The heart of the dispute could not be simpler: Must the University comply with the Iowa public records law and provide the filmmaker with a copy of the requested materials? The answer should be a simple “yes.” After all, there is no question that the materials are public records subject to the state’s public records law. So why is the University hesitant to provide public records materials to the filmmaker? The subtext of the University’s legal argument has everything to do with access. The University knows that if the filmmaker can obtain copies of the flood photos and videos through the public records law, he will be able to use the materials in his documentary under the doctrine of fair use and will not have to license them from the University.
What makes this situation somewhat unusual is that the materials have not previously been released—in the parlance of copyright law, the materials are “unpublished.” If the materials had already been “published”—that is, were already available publicly in a tangible form—there would likely be no dispute because the filmmaker would be able to use the materials in his documentary so long as their use is considered fair use. In essence, the University is seeking to prevent the filmmaker from being able to rely on fair use. Put another way, the practical effect of the University’s copyright preemption argument is to effectively curtail the filmmaker’s First Amendment right to freedom of expression.
Documentary films often rely heavily on preexisting materials, many of which are protected by copyright. While obtaining permission from the copyright owner is always the best practice, this is not always possible. Often the identity of the copyright owner is unknown. Many times the copyright owner cannot be contacted. Other times the copyright owner refuses to respond to a request for permission. In some cases, the copyright owner refuses to give permission, demands excessive licensing fees, or seeks to impose unrealistic restrictions on use of the materials.

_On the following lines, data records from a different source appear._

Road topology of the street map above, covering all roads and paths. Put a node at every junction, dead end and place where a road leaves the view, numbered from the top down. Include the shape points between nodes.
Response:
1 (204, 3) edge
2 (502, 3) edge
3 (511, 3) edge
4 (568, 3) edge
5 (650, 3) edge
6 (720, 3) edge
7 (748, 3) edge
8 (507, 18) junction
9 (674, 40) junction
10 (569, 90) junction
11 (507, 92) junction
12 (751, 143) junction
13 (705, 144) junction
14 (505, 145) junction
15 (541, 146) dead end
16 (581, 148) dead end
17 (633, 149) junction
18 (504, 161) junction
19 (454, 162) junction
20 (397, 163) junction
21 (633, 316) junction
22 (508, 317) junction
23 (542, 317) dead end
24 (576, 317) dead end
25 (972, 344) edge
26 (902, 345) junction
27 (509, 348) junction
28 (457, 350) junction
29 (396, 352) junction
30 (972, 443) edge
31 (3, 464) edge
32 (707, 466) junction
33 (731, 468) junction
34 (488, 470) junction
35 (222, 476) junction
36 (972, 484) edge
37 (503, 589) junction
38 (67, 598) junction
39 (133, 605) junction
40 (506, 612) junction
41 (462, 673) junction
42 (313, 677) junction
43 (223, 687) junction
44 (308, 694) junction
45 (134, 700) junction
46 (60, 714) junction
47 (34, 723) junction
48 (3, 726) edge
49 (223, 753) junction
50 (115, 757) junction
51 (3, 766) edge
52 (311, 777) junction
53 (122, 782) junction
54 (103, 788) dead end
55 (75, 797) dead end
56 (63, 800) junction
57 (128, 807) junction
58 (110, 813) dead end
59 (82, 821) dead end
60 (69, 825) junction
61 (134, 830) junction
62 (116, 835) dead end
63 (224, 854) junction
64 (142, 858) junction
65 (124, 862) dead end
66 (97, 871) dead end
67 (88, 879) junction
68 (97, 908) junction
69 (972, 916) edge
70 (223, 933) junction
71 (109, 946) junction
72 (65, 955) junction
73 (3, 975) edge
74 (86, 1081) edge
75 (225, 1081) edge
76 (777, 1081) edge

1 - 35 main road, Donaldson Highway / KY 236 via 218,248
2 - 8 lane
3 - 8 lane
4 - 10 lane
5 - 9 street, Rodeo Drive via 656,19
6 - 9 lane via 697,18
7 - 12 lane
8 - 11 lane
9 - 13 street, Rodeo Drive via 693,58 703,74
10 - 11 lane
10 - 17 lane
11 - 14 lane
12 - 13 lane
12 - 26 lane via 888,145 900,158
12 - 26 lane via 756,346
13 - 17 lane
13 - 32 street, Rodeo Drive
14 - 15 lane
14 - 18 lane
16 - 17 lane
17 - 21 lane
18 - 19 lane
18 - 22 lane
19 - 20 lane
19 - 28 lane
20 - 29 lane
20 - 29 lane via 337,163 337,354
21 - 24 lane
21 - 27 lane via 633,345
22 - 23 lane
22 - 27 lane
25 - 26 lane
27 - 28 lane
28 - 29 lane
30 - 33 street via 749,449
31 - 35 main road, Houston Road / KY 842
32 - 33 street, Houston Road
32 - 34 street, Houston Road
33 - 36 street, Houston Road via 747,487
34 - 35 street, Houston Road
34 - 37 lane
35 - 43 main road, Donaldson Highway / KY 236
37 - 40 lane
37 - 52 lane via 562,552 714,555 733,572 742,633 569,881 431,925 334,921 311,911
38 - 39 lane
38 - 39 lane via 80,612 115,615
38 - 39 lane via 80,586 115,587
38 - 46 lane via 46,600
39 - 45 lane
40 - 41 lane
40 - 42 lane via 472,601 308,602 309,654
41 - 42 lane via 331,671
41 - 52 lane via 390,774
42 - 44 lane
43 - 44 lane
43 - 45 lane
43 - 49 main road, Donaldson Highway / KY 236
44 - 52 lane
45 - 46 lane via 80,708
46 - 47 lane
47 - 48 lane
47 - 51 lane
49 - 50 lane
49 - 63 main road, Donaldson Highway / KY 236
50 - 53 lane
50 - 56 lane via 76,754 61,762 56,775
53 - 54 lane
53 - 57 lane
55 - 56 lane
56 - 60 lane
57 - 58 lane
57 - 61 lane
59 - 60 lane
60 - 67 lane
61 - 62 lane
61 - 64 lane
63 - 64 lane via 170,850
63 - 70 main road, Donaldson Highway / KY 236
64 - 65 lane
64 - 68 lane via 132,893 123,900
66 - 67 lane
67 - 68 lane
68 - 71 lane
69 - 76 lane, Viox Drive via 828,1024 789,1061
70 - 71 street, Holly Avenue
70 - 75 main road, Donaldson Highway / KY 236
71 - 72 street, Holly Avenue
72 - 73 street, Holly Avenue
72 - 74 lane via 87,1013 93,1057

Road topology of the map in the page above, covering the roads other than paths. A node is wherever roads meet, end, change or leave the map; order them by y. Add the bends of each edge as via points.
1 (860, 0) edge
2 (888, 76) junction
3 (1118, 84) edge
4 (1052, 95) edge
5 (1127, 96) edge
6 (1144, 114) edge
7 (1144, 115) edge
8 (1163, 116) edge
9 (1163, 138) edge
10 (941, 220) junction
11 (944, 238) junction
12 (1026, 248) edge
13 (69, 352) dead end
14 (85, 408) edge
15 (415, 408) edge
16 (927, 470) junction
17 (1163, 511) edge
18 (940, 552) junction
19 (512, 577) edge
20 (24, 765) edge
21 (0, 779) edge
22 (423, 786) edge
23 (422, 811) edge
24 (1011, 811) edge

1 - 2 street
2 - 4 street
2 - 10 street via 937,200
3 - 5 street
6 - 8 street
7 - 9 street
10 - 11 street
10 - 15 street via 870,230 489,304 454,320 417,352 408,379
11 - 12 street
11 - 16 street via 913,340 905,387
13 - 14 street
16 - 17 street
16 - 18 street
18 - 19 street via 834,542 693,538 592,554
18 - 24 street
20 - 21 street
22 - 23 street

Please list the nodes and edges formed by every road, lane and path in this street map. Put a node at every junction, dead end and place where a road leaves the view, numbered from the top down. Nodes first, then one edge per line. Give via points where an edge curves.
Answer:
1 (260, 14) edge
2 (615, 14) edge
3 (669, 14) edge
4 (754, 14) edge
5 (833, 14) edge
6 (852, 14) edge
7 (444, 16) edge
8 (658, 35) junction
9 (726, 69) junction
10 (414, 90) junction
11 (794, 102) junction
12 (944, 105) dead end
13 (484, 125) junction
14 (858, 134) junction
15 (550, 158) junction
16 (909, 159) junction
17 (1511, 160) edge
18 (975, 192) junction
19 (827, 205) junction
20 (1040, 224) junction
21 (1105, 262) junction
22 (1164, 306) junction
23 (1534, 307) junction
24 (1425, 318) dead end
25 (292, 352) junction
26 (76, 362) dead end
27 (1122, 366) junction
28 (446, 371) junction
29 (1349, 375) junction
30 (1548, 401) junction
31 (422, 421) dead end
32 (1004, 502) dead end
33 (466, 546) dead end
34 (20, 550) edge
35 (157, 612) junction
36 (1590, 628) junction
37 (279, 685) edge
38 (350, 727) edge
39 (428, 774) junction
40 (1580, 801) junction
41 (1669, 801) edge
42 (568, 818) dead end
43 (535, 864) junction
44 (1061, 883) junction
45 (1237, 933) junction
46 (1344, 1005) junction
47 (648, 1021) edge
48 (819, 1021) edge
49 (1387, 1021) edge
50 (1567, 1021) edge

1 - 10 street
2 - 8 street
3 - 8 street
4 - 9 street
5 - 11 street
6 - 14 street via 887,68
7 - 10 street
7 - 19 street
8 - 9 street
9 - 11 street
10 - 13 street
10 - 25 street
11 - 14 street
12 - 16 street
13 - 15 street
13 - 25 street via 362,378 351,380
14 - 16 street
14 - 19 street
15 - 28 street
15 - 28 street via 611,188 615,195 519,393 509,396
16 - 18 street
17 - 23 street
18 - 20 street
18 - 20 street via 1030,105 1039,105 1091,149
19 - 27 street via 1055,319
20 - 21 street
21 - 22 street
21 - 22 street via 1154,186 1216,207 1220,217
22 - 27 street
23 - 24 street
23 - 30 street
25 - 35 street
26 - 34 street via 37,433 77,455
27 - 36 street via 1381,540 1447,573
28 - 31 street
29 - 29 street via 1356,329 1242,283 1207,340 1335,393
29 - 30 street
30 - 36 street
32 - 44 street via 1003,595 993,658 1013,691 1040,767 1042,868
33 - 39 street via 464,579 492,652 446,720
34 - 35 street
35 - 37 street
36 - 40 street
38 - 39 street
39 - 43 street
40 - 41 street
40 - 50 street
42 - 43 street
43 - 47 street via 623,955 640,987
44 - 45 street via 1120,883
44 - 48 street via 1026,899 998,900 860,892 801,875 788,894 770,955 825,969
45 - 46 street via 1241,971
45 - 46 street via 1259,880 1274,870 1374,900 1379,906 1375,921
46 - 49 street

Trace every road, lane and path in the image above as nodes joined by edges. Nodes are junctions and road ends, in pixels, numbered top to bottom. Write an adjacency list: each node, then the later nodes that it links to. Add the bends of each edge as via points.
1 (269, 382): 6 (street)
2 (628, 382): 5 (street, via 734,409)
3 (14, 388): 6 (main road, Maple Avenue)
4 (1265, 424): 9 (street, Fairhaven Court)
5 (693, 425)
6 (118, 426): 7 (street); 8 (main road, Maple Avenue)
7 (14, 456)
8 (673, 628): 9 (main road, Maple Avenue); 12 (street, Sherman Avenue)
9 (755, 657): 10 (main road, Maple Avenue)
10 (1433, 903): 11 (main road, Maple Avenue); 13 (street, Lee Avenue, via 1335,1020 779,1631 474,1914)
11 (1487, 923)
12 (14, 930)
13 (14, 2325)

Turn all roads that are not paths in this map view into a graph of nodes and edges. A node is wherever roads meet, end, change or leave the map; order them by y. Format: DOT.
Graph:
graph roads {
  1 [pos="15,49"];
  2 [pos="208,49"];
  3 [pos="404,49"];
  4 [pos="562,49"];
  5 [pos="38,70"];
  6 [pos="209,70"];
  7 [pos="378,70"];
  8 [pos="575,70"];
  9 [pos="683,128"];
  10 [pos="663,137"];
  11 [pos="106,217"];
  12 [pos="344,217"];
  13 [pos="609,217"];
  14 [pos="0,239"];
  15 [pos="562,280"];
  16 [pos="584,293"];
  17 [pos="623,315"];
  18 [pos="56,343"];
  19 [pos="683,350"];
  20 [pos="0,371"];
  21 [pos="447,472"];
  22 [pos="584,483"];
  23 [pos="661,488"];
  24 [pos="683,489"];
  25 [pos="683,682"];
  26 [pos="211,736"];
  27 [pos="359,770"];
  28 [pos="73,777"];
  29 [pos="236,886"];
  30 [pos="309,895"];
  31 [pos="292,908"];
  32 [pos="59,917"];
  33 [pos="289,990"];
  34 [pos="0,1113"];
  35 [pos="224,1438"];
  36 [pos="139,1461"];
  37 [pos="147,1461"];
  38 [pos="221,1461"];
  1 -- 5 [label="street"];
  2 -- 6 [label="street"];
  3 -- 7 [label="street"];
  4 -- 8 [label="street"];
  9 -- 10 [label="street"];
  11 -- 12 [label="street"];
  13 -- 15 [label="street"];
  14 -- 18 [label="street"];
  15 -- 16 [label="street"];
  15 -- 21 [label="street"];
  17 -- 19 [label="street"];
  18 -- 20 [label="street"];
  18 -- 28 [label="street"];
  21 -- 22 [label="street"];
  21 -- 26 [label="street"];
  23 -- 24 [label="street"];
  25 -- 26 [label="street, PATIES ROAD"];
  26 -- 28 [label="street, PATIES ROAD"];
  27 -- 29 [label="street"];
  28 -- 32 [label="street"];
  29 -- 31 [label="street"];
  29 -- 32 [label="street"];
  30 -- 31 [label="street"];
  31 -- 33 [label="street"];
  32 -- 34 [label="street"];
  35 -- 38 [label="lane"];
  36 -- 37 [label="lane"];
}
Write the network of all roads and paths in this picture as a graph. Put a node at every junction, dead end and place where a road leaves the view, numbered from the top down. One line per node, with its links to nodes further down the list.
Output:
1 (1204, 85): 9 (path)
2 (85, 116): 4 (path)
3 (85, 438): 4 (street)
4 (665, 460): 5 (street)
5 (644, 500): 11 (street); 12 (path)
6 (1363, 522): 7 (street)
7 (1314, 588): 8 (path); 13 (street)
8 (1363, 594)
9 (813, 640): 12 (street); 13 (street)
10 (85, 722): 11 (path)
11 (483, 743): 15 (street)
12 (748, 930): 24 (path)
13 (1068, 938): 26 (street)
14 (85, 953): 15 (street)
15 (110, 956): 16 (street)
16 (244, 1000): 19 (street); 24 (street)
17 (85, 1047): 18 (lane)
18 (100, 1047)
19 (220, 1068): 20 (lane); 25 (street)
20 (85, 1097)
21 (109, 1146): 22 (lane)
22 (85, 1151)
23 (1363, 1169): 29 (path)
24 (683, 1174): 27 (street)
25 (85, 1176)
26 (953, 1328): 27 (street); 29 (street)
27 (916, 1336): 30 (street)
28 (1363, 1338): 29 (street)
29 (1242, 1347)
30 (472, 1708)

When a documentary filmmaker is unable to obtain permission to use material that is presumptively protected by copyright, he or she must decide if the material is essential to the story being told or the point being made in the documentary. For example, the material may be the only existing record of a historic event. If the material is essential to the historical narrative and the filmmaker is unable to obtain a license to use the material, the filmmaker may decide that the unpermitted use is warranted. In that case, the filmmaker may determine (often in consultation with an experienced copyright attorney) that reliance on “fair use” is justified.27 Use of preexisting material in a documentary is often—but not always—fair use. In fact, at least one decision suggests that in the documentary context, there is a presumption of fair use.28
In short, if the filmmaker in this case can obtain copies of the flood photos and videos pursuant to the public records law, under the Copyright Act he will be entitled to use the materials without copyright permission if he does so in a way that constitutes fair use. The University could not prevent this use. But it can try to prevent access, so what the University is seeking to do is to prevent the filmmaker from getting copies of the materials. (Of course one wonders why the University is so concerned about the use of these materials in a documentary about the historic flood—after all it would seem to be in the public interest for people to study and learn about such events.)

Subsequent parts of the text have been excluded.